The Photoshop Elements 11 Type Tool Options - dummies

The Photoshop Elements 11 Type Tool Options

By Barbara Obermeier, Ted Padova

Several character and paragraph type settings are located in the Photoshop Elements 11 Tool Options. These options enable you to specify the type and pair it with your images.


Here’s an explanation of each option:

  • Font Family: Select the font or typeface you want from the drop-down list. Elements provides you with a What You See Is What You Get (WYSIWYG) font menu. After the font name, the word sample is rendered in the actual font. You also find one of these abbreviations before the font name to let you know what type of font it is:

    • a: Adobe Type 1 (PostScript) fonts

    • TT: TrueType fonts

    • O: OpenType fonts

    Fonts with no abbreviation are bitmapped fonts.

  • Font Style: Some font families have additional styles, such as light or semi-bold. And other styles are assigned as separate typefaces. Only the styles available for a particular font appear in the list. The font style also supports a WYSIWYG menu.

    If a font you want to use doesn’t offer bold or italic styles, you can simulate either (or both) by selecting a faux style in the Tool Options (T icons).

  • Font Size: Select your type size from the drop-down list or just type a size in the text box. Generally, text sizes are shown in points, with 72 points equaling approximately 1 inch.

    If you don’t like points, you can switch to millimeters or pixels by choosing Edit→Preferences→Units and Rulers (or Adobe Photoshop Elements Editor→Preferences→Units & Rulers on the Mac).

  • Text Color: Click the color swatch to select a color for your type from the Color Picker. You can also choose a color from the Swatches panel.

  • Leading: Leading (pronounced “ledding”) is the amount of space between the baselines of lines of type, usually measured in points. The baseline is the imaginary line on which a line of type rests. You can select a specific amount of leading or allow Elements to determine the amount automatically by choosing Auto.

    When you select Auto Leading, Elements multiplies the type size by a value of 120 percent to calculate the leading size. Therefore, Elements spaces the baselines of 10-point type 12 points apart. Elements adds that extra 20 percent so that the bottoms of the lowest letters don’t “hook” onto the tops of the tallest letters on the line below them.

    Wider line spacing can make text easier to read (as long as you don’t go overboard!) or provide an artistic effect. Tighter line spacing makes for more compact text but can decrease readability if the tightening goes too far.

  • Text Alignment: Choose an option to align horizontal text on the left, center, or right. Left-aligned text is even with the left margin and allowed to be ragged on the right side of the column. Centered text is evenly centered in its column and ragged on both right and left edges. Right-aligned text is even with the right margin and allowed to be ragged on the left side.

    If you happen to have vertical text, these options rotate 90 degrees clockwise and change into top, bottom, and center vertical settings.

  • Anti-aliasing: Select Anti-aliasing to smooth the edges of your text slightly.

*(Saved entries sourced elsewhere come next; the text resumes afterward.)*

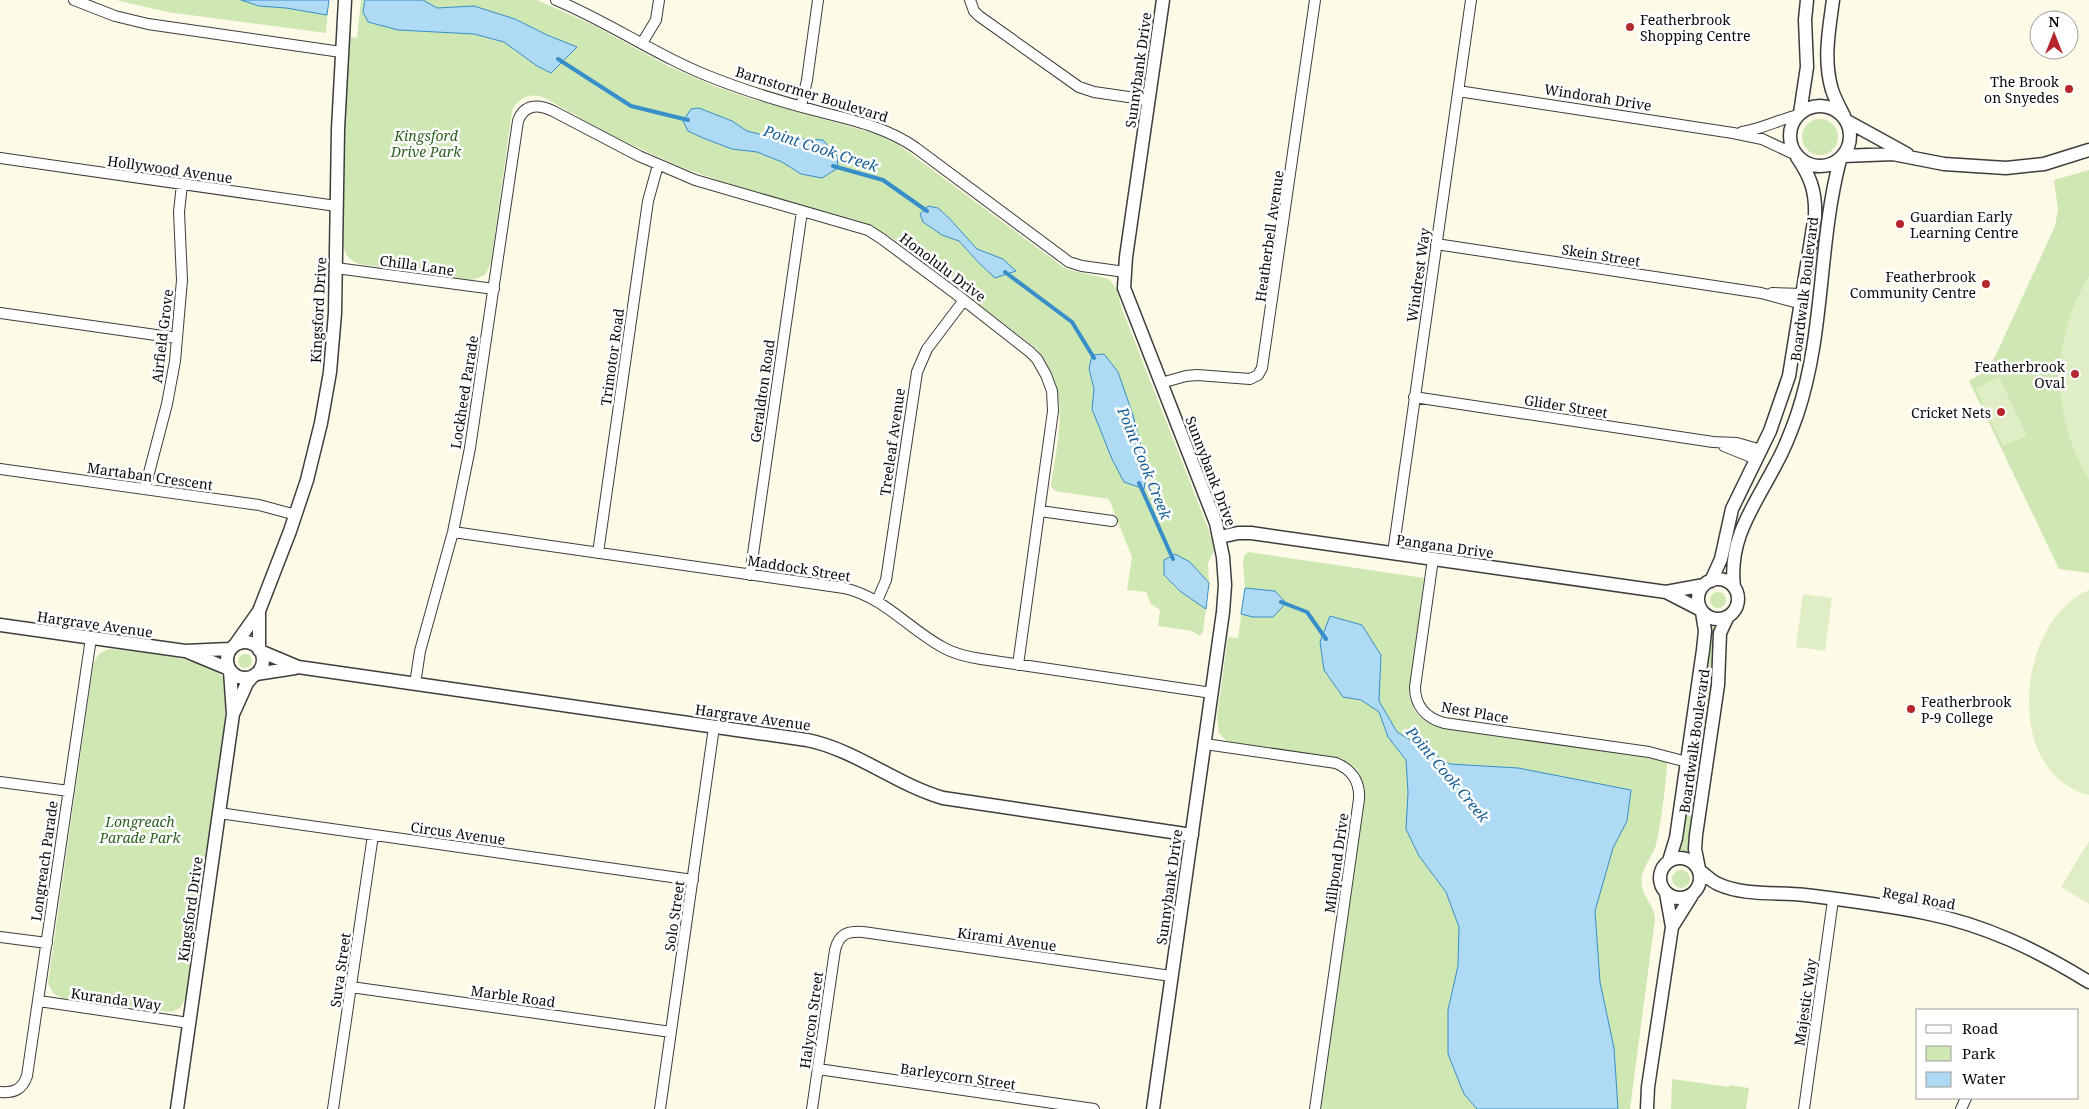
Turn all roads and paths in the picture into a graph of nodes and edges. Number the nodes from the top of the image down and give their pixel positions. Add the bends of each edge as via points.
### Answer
1 (74, 0) edge
2 (345, 0) edge
3 (556, 0) edge
4 (659, 0) edge
5 (818, 0) edge
6 (970, 0) edge
7 (1163, 0) edge
8 (1316, 0) edge
9 (1471, 0) edge
10 (1807, 0) edge
11 (1834, 0) edge
12 (642, 43) junction
13 (341, 52) junction
14 (1458, 91) junction
15 (1149, 100) junction
16 (532, 106) joint
17 (801, 106) junction
18 (1799, 114) junction
19 (1846, 120) junction
20 (1734, 133) junction
21 (2089, 150) edge
22 (1796, 155) junction
23 (1911, 156) junction
24 (0, 158) edge
25 (1842, 158) junction
26 (658, 165) junction
27 (182, 184) junction
28 (336, 206) junction
29 (802, 211) junction
30 (1436, 244) junction
31 (336, 268) junction
32 (1125, 272) junction
33 (494, 289) junction
34 (1803, 299) junction
35 (964, 300) junction
36 (0, 314) edge
37 (178, 338) junction
38 (1161, 383) junction
39 (1414, 397) junction
40 (1758, 454) junction
41 (0, 468) edge
42 (145, 488) junction
43 (1040, 511) junction
44 (296, 515) junction
45 (1112, 521) dead end
46 (453, 532) junction
47 (1220, 537) junction
48 (598, 553) junction
49 (1393, 553) junction
50 (1433, 559) junction
51 (750, 575) junction
52 (1708, 583) junction
53 (1734, 587) junction
54 (1666, 592) junction
55 (878, 601) junction
56 (259, 611) junction
57 (1701, 611) junction
58 (1727, 618) junction
59 (0, 626) edge
60 (91, 638) junction
61 (233, 647) junction
62 (260, 650) junction
63 (185, 651) junction
64 (1018, 665) junction
65 (298, 668) junction
66 (230, 670) junction
67 (255, 675) junction
68 (415, 684) junction
69 (1212, 692) junction
70 (234, 714) junction
71 (714, 727) junction
72 (1205, 744) junction
73 (1688, 758) junction
74 (0, 782) edge
75 (68, 791) junction
76 (219, 813) junction
77 (373, 834) junction
78 (1192, 835) junction
79 (1669, 861) junction
80 (1699, 870) junction
81 (693, 880) junction
82 (1730, 888) junction
83 (1666, 892) junction
84 (1693, 894) junction
85 (1833, 900) junction
86 (1672, 927) junction
87 (841, 936) joint
88 (0, 937) edge
89 (47, 943) junction
90 (1171, 976) junction
91 (2089, 982) edge
92 (351, 987) junction
93 (39, 1001) junction
94 (189, 1023) junction
95 (671, 1032) junction
96 (818, 1070) junction
97 (0, 1092) edge
98 (177, 1109) edge
99 (333, 1109) edge
100 (660, 1109) edge
101 (812, 1109) edge
102 (1094, 1109) edge
103 (1153, 1109) edge
104 (1316, 1109) edge
105 (1647, 1109) edge
106 (1804, 1109) edge

1 - 13 street via 115,16 148,24
2 - 13 street, Kingsford Drive
3 - 12 street, Barnstormer Boulevard
4 - 12 street via 654,24
5 - 17 street
6 - 15 street via 979,16 1072,84 1094,92
7 - 15 street, Sunnybank Drive
8 - 38 street, Heatherbell Avenue via 1262,368 1250,379 1197,375
9 - 14 street, Windrest Way
10 - 18 street via 1807,67
11 - 19 street via 1827,44 1828,69 1832,91
12 - 17 street, Barnstormer Boulevard via 713,78
13 - 28 street, Kingsford Drive
14 - 20 street, Windorah Drive
14 - 30 street, Windrest Way
15 - 32 street, Sunnybank Drive
16 - 26 street, Honolulu Drive via 545,107
16 - 33 street, Lockheed Parade via 524,110 518,121
17 - 32 street, Barnstormer Boulevard via 894,133 1069,262
18 - 19 street via 1809,108 1828,107 1838,111
18 - 20 street, Windorah Drive via 1758,130
18 - 22 street via 1789,134
19 - 23 street
19 - 25 street via 1850,140
20 - 22 street, Windorah Drive via 1762,139
21 - 23 street via 2044,164 2006,168 1944,164
22 - 25 street via 1813,166 1822,167
22 - 34 street, Boardwalk Boulevard via 1810,178 1816,202
23 - 25 street via 1882,154
24 - 27 street, Hollywood Avenue
25 - 53 street, Boardwalk Boulevard via 1830,200 1817,329 1806,386 1789,438 1736,542
26 - 29 street, Honolulu Drive via 717,187
26 - 48 street, Trimotor Road via 648,201
27 - 28 street, Hollywood Avenue
27 - 37 street, Airfield Grove
28 - 31 street, Kingsford Drive
29 - 35 street, Honolulu Drive via 874,233
29 - 51 street, Geraldton Road
30 - 34 street, Skein Street
30 - 39 street, Windrest Way
31 - 33 street, Chilla Lane
31 - 44 street, Kingsford Drive via 336,313 327,389
32 - 38 street, Sunnybank Drive via 1124,288 1128,302
33 - 46 street, Lockheed Parade via 470,448
34 - 40 street, Boardwalk Boulevard via 1789,376
35 - 43 street, Honolulu Drive via 1030,352 1042,367 1049,384 1053,400 1052,428
35 - 55 street, Treeleaf Avenue via 926,349 917,372 887,574
36 - 37 street
37 - 42 street, Airfield Grove via 167,404
38 - 47 street, Sunnybank Drive
39 - 40 street, Glider Street via 1713,442
39 - 49 street, Windrest Way
40 - 52 street, Boardwalk Boulevard via 1732,509 1721,559
41 - 42 street, Martaban Crescent
42 - 44 street, Martaban Crescent via 268,507
43 - 45 street
43 - 64 street, Honolulu Drive
44 - 56 street, Kingsford Drive
46 - 48 street, Maddock Street
46 - 68 street, Lockheed Parade via 420,651
47 - 49 street, Pangana Drive via 1251,533
47 - 69 street, Sunnybank Drive via 1225,573 1224,597
48 - 51 street, Maddock Street
49 - 50 street, Pangana Drive
50 - 54 street, Pangana Drive
50 - 73 street, Nest Place via 1415,687 1422,711 1444,723
51 - 55 street, Maddock Street via 844,588
52 - 53 street via 1724,580
52 - 54 street, Pangana Drive
52 - 57 street via 1698,597
53 - 58 street via 1738,604
54 - 57 street, Pangana Drive
55 - 64 street, Maddock Street via 944,649 968,657
56 - 61 street, Kingsford Drive
56 - 62 street, Kingsford Drive
57 - 58 street via 1714,619
57 - 73 street, Boardwalk Boulevard via 1705,631
58 - 80 street, Boardwalk Boulevard via 1720,632 1718,685 1696,835
59 - 60 street, Hargrave Avenue
60 - 63 street, Hargrave Avenue
60 - 75 street, Longreach Parade
61 - 62 street via 248,642
61 - 63 street, Hargrave Avenue
61 - 66 street via 226,659
62 - 65 street, Hargrave Avenue
62 - 67 street via 262,663
63 - 66 street, Hargrave Avenue
64 - 69 street, Maddock Street
65 - 67 street, Hargrave Avenue
65 - 68 street, Hargrave Avenue
66 - 67 street via 241,678
66 - 70 street, Kingsford Drive
67 - 70 street, Kingsford Drive via 247,683
68 - 71 street, Hargrave Avenue
69 - 72 street, Sunnybank Drive
70 - 76 street, Kingsford Drive
71 - 78 street, Hargrave Avenue via 834,746 912,787 943,798
71 - 81 street, Solo Street
72 - 78 street, Sunnybank Drive
72 - 104 street, Millpond Drive via 1336,762 1350,772 1359,787
73 - 79 street, Boardwalk Boulevard via 1676,838
74 - 75 street
75 - 89 street, Longreach Parade
76 - 77 street, Circus Avenue
76 - 94 street, Kingsford Drive
77 - 81 street, Circus Avenue
77 - 92 street, Suva Street
78 - 90 street, Sunnybank Drive
79 - 80 street via 1682,858 1695,864
79 - 83 street via 1660,876
80 - 82 street, Regal Road via 1711,880
80 - 84 street via 1700,883
81 - 95 street, Solo Street
82 - 84 street, Regal Road
82 - 85 street, Regal Road
83 - 84 street via 1678,898
83 - 86 street
84 - 86 street
85 - 91 street, Regal Road via 1924,913 1973,925 2036,951
85 - 106 street, Majestic Way
86 - 105 street
87 - 90 street, Kirami Avenue via 847,932 863,932
87 - 96 street, Halycon Street via 834,950
88 - 89 street
89 - 93 street, Longreach Parade
90 - 103 street, Sunnybank Drive
92 - 95 street, Marble Road
92 - 99 street, Suva Street
93 - 94 street, Kuranda Way
93 - 97 street, Longreach Parade via 27,1076 21,1087 13,1092
94 - 98 street, Kingsford Drive
95 - 100 street, Solo Street
96 - 101 street, Halycon Street
96 - 102 street, Barleycorn Street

Anti-aliasing softens that edge by 1 pixel. For the most part, you should keep this option turned on. The only occasion when you may want it turned off is when you’re creating small type to display onscreen, such as on web pages. The soft edges can sometimes be tough to read easily.


  • Faux Bold: Use this option to create a fake bold style when a real bold style (which you’d choose under Font Style) doesn’t exist. Be aware that applying faux styles can distort the proportions of a font. You should try to use fonts with real styles, and if they don’t exist — oh, well.

  • Faux Italic: This option creates a phony oblique style and carries the same warning as the Faux Bold option.

  • Underline: This setting obviously underlines your type, like this.

  • Strikethrough: Choose this option to apply a strikethrough style to your text. In legal applications, strikethrough is widely used to show sections that have been removed, in their original context.

  • Style: Select a type layer in the Layers panel and then choose a style from the drop-down list. Choose from simple styles (such as shadows and bevels) to complex ones (such as glass and plastic effects). Note that this option is accessible after you have committed your type.

  • Change the Text Orientation: Select your type layer in the Layers panel and then click this option to switch between vertical and horizontal type orientations.

  • Create Warped Text: This option lets you warp and bend text by using 15 different types of distortion.